TRY IT:
Write out the records once more, exactly as given.

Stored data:
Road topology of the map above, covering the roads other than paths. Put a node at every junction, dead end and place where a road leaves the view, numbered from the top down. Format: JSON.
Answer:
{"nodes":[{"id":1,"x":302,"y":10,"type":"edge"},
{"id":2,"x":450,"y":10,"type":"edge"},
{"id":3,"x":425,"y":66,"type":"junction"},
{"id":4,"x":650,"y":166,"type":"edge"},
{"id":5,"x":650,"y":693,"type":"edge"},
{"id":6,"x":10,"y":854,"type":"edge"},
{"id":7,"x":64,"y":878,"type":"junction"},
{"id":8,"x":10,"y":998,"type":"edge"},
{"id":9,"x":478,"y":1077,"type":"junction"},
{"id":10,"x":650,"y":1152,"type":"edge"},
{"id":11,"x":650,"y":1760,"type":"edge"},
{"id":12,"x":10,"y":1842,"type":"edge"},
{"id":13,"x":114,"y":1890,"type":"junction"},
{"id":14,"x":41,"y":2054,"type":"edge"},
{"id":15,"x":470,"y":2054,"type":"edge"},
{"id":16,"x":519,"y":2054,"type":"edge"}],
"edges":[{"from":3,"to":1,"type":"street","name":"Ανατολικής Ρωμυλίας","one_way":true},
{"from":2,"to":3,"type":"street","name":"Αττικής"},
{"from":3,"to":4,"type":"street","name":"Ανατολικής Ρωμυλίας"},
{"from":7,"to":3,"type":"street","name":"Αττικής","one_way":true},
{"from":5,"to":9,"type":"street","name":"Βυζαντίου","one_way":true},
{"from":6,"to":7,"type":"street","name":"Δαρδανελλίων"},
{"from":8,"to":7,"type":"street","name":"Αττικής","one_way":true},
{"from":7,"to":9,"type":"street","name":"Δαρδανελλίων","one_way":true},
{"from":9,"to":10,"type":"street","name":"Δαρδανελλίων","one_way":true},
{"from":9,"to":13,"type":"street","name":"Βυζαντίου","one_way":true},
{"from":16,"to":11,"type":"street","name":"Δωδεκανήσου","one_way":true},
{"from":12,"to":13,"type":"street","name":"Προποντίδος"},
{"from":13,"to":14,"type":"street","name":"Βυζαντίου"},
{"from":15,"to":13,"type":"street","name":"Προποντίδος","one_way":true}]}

ANSWER BOX:
Road topology of the map above, covering the roads other than paths. Put a node at every junction, dead end and place where a road leaves the view, numbered from the top down. Format: JSON.
Answer:
{"nodes":[{"id":1,"x":302,"y":10,"type":"edge"},
{"id":2,"x":450,"y":10,"type":"edge"},
{"id":3,"x":425,"y":66,"type":"junction"},
{"id":4,"x":650,"y":166,"type":"edge"},
{"id":5,"x":650,"y":693,"type":"edge"},
{"id":6,"x":10,"y":854,"type":"edge"},
{"id":7,"x":64,"y":878,"type":"junction"},
{"id":8,"x":10,"y":998,"type":"edge"},
{"id":9,"x":478,"y":1077,"type":"junction"},
{"id":10,"x":650,"y":1152,"type":"edge"},
{"id":11,"x":650,"y":1760,"type":"edge"},
{"id":12,"x":10,"y":1842,"type":"edge"},
{"id":13,"x":114,"y":1890,"type":"junction"},
{"id":14,"x":41,"y":2054,"type":"edge"},
{"id":15,"x":470,"y":2054,"type":"edge"},
{"id":16,"x":519,"y":2054,"type":"edge"}],
"edges":[{"from":3,"to":1,"type":"street","name":"Ανατολικής Ρωμυλίας","one_way":true},
{"from":2,"to":3,"type":"street","name":"Αττικής"},
{"from":3,"to":4,"type":"street","name":"Ανατολικής Ρωμυλίας"},
{"from":7,"to":3,"type":"street","name":"Αττικής","one_way":true},
{"from":5,"to":9,"type":"street","name":"Βυζαντίου","one_way":true},
{"from":6,"to":7,"type":"street","name":"Δαρδανελλίων"},
{"from":8,"to":7,"type":"street","name":"Αττικής","one_way":true},
{"from":7,"to":9,"type":"street","name":"Δαρδανελλίων","one_way":true},
{"from":9,"to":10,"type":"street","name":"Δαρδανελλίων","one_way":true},
{"from":9,"to":13,"type":"street","name":"Βυζαντίου","one_way":true},
{"from":16,"to":11,"type":"street","name":"Δωδεκανήσου","one_way":true},
{"from":12,"to":13,"type":"street","name":"Προποντίδος"},
{"from":13,"to":14,"type":"street","name":"Βυζαντίου"},
{"from":15,"to":13,"type":"street","name":"Προποντίδος","one_way":true}]}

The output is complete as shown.